Work instruction -
Of all the lines below, output only those starting at the one with "width:91px; height:91px; stroke-width:2.5" and ending at the one with "font-size:52px; font-weight:600; line-height:1.1", both ends included, exactly as written.

Information -
======
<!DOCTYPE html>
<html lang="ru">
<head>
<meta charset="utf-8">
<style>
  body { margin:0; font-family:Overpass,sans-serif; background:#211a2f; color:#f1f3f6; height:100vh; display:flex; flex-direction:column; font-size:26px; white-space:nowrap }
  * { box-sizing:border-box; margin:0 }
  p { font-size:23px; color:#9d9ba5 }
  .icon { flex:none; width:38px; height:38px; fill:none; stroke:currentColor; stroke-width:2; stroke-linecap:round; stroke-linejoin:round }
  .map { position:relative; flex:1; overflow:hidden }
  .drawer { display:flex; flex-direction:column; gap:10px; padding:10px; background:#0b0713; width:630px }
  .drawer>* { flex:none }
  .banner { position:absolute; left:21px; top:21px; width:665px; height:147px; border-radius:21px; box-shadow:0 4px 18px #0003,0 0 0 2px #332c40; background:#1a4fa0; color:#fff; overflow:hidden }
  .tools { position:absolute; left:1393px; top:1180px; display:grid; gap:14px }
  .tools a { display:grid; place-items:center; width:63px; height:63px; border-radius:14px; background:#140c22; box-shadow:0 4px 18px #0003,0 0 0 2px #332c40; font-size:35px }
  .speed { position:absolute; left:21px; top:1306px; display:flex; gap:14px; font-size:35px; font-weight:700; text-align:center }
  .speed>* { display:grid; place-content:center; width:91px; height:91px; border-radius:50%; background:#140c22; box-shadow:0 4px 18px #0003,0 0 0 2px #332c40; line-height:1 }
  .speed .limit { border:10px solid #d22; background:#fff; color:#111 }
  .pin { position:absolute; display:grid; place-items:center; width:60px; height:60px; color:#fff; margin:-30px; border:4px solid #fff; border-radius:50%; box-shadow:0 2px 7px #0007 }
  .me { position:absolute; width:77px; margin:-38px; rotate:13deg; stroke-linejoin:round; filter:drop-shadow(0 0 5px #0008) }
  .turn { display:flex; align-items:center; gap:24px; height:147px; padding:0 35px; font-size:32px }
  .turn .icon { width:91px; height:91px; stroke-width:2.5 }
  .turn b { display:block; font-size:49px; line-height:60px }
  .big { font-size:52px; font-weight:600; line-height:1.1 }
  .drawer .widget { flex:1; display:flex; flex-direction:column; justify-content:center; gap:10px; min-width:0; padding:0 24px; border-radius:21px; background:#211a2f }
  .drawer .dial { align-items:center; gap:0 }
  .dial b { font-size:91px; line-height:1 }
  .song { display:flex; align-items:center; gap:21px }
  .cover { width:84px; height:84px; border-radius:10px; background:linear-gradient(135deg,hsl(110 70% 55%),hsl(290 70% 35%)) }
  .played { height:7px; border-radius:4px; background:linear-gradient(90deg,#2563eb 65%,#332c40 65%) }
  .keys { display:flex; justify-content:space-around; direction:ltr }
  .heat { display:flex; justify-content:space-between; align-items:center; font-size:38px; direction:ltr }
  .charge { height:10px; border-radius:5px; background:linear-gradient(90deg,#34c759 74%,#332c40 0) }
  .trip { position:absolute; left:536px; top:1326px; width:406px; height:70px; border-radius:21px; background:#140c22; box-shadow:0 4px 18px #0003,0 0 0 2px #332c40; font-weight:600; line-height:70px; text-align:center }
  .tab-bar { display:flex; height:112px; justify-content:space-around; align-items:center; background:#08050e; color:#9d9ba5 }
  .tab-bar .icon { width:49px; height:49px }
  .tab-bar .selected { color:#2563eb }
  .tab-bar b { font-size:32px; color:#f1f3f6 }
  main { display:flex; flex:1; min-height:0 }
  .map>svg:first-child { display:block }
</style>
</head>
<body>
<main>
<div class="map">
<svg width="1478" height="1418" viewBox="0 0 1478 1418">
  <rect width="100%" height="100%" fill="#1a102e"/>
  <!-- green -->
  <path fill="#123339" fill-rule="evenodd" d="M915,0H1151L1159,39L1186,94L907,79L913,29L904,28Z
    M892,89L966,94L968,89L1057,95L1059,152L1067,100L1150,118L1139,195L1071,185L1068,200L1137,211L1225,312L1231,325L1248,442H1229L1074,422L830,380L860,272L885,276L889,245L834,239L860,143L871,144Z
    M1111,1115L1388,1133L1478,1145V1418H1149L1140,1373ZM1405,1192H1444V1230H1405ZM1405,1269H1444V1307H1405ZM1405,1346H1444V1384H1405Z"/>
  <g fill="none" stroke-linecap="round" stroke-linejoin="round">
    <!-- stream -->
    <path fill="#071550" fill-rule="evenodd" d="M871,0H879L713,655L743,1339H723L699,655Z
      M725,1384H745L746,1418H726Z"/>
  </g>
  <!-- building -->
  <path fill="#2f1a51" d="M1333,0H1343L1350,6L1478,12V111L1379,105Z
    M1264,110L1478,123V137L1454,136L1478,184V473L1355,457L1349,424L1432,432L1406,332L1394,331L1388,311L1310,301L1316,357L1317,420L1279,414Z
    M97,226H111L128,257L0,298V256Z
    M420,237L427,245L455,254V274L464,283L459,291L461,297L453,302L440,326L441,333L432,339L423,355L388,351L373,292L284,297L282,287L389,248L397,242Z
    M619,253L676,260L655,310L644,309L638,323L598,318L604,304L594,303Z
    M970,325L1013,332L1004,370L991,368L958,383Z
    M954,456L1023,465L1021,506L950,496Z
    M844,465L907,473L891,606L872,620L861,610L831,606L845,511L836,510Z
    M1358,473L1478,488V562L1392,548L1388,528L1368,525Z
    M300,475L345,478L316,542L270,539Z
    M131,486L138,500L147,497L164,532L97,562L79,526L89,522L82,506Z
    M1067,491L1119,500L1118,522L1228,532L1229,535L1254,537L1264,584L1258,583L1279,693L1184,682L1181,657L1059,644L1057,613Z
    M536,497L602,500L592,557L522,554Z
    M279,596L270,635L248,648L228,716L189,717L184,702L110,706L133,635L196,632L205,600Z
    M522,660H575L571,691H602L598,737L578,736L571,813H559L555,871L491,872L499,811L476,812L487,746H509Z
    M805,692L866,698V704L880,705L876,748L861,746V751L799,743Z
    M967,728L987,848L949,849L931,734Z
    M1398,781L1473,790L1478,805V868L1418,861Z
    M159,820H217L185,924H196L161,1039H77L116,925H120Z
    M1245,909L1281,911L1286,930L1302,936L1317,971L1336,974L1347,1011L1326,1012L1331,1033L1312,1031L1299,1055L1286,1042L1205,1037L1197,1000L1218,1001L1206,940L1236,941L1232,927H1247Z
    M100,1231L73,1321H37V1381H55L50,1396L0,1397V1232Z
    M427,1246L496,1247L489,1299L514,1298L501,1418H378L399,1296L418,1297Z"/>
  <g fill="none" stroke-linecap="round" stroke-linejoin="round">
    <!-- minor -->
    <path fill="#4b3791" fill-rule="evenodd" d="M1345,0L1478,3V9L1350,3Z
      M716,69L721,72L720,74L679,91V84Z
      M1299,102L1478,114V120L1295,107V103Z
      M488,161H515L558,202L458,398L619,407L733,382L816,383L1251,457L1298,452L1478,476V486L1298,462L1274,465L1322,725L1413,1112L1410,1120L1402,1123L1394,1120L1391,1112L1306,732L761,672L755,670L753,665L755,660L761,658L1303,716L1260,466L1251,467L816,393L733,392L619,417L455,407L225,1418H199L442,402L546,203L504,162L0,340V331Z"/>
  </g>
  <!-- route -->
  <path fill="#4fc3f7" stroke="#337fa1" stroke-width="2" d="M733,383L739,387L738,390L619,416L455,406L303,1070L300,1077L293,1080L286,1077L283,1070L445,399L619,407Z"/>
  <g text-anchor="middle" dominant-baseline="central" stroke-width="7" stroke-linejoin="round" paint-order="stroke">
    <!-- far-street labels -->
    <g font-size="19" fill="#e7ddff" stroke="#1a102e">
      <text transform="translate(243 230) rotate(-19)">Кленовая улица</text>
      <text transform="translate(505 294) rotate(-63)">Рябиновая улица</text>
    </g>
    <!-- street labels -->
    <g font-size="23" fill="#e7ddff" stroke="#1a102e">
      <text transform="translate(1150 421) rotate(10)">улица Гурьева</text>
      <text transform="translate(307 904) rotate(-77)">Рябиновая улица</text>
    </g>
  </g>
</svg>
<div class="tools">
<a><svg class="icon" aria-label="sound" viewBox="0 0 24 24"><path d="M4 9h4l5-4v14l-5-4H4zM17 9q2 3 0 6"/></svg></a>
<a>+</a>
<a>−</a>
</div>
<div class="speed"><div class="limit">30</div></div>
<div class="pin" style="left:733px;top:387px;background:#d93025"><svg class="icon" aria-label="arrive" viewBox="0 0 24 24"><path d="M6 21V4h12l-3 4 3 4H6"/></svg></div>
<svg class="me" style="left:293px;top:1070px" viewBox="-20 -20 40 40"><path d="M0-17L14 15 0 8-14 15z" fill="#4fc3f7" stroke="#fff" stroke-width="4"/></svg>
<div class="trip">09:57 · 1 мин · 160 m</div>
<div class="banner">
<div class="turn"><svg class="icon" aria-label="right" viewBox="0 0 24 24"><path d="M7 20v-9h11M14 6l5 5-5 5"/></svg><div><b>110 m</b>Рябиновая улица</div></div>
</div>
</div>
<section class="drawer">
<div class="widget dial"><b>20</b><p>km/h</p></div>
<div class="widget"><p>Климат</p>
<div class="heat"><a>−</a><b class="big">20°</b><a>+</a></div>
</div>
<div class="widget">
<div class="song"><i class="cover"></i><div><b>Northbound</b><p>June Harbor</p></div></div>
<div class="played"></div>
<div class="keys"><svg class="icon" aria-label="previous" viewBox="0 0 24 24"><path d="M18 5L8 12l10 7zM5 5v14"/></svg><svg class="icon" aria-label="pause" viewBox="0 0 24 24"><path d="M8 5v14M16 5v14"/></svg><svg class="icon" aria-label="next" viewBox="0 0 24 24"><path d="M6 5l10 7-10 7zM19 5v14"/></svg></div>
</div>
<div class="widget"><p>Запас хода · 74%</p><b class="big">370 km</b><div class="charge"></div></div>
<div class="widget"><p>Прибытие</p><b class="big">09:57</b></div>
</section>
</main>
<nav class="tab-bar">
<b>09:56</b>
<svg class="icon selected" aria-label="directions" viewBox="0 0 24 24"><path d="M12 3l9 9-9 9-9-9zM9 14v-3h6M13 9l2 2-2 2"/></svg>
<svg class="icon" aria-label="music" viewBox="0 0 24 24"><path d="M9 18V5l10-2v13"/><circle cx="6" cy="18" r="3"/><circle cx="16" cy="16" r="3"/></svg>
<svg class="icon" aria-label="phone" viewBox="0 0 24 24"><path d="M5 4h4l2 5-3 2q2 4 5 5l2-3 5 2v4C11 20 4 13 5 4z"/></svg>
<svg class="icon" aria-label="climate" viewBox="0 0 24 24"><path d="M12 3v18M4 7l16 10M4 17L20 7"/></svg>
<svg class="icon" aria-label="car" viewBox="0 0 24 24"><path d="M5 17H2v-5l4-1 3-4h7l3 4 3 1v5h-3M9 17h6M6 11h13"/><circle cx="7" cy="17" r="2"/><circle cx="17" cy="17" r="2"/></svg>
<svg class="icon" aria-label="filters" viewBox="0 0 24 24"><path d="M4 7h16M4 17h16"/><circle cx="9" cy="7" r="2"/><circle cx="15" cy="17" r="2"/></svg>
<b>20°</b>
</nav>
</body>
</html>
======
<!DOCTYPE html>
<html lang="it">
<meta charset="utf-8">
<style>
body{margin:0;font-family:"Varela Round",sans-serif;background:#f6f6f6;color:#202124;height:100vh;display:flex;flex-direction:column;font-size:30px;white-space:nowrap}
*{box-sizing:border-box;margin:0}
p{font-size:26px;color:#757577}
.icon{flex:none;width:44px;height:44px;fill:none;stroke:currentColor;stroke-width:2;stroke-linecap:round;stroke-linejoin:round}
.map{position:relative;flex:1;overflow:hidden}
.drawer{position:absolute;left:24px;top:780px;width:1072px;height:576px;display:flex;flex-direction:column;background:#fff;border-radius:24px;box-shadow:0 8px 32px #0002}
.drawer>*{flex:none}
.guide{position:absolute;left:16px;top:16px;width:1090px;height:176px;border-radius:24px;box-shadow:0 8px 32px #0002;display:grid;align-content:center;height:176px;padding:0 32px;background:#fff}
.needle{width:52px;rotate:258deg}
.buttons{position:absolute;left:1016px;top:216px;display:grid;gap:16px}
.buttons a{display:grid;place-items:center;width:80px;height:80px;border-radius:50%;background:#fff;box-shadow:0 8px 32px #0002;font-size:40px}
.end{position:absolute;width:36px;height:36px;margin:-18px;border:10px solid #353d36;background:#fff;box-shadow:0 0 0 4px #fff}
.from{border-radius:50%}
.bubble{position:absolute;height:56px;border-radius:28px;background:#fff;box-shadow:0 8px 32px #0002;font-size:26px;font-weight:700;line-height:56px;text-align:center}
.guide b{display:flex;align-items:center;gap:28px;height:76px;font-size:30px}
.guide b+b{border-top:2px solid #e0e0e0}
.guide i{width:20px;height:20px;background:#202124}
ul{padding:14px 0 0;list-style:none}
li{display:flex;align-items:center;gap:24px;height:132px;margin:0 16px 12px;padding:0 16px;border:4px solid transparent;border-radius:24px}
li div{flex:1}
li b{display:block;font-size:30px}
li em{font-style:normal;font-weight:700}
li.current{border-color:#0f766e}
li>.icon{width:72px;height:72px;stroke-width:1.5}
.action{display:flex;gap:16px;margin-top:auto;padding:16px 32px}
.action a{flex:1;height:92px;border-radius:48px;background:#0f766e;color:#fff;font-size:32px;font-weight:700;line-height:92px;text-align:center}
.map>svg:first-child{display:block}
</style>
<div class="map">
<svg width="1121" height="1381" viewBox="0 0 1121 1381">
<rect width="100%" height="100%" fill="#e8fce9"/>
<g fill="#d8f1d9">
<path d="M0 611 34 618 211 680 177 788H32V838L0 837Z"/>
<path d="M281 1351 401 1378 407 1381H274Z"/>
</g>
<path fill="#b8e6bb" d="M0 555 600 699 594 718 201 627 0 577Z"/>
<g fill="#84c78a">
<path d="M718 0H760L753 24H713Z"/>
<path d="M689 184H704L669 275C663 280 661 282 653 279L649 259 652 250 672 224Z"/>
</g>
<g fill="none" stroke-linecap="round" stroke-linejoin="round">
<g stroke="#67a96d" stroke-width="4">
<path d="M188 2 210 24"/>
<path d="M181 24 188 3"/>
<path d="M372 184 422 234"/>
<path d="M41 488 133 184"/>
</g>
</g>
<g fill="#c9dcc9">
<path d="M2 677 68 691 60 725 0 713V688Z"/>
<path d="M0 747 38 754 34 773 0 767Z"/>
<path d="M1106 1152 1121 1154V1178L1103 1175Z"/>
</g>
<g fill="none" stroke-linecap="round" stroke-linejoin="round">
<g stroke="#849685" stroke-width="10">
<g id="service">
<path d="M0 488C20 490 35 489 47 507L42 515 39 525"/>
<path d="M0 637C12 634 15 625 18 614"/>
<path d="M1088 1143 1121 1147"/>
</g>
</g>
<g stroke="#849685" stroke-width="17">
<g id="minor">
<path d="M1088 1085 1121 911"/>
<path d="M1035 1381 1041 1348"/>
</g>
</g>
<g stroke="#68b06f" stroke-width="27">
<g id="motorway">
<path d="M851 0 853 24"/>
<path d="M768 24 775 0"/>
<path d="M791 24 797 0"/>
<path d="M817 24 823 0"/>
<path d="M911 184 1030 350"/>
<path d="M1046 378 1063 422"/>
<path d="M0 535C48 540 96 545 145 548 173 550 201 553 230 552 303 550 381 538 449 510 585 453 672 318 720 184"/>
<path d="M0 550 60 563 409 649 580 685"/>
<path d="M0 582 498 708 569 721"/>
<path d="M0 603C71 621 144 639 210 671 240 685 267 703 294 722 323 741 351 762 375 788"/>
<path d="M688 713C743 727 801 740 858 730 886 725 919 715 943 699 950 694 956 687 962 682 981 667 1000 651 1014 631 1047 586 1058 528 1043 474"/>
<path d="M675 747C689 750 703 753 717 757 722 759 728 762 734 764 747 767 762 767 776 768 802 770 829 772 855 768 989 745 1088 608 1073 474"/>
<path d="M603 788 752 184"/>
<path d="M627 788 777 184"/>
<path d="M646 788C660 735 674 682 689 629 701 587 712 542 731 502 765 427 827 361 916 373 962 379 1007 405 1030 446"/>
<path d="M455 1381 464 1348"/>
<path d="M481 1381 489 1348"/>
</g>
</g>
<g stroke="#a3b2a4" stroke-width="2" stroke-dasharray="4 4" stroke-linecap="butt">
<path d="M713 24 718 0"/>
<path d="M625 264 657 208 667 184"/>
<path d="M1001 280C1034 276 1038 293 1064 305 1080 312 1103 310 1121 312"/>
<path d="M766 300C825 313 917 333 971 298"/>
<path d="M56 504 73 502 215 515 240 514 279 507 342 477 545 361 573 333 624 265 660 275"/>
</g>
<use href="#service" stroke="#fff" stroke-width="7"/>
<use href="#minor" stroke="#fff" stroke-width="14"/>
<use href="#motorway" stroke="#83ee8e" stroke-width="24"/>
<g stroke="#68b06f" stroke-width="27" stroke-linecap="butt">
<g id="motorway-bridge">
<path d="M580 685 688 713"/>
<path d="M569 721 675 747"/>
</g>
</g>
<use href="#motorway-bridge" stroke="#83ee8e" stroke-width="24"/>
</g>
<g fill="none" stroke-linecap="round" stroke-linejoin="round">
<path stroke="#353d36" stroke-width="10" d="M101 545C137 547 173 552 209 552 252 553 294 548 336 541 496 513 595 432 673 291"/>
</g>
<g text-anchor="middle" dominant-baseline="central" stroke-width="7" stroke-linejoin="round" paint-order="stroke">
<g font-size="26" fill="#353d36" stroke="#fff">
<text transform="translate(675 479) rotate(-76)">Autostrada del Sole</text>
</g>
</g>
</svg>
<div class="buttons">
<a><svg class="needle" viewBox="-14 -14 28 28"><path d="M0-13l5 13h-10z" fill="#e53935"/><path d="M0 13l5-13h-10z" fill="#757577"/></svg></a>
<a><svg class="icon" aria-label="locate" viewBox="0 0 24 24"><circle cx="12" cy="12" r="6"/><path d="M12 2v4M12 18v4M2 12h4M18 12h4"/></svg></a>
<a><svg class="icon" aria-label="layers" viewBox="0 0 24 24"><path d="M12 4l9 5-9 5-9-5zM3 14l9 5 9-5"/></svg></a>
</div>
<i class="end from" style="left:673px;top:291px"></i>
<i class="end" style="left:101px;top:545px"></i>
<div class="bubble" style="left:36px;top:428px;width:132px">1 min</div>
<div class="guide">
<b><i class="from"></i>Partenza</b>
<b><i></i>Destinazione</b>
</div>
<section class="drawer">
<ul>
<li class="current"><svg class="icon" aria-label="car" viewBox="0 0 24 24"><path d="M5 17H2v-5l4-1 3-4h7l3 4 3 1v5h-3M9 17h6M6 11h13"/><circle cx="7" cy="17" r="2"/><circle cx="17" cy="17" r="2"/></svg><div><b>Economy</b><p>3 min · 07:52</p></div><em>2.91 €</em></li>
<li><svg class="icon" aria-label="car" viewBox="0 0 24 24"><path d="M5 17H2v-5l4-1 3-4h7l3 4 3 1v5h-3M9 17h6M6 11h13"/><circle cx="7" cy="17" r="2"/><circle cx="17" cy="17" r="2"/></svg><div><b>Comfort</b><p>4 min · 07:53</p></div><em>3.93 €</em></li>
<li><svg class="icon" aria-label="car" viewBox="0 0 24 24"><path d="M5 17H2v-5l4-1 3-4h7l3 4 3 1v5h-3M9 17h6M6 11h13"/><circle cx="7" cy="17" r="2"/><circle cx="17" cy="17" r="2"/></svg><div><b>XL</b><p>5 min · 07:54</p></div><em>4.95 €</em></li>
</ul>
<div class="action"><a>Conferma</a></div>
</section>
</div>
======
Your response -
  .turn .icon { width:91px; height:91px; stroke-width:2.5 }
  .turn b { display:block; font-size:49px; line-height:60px }
  .big { font-size:52px; font-weight:600; line-height:1.1 }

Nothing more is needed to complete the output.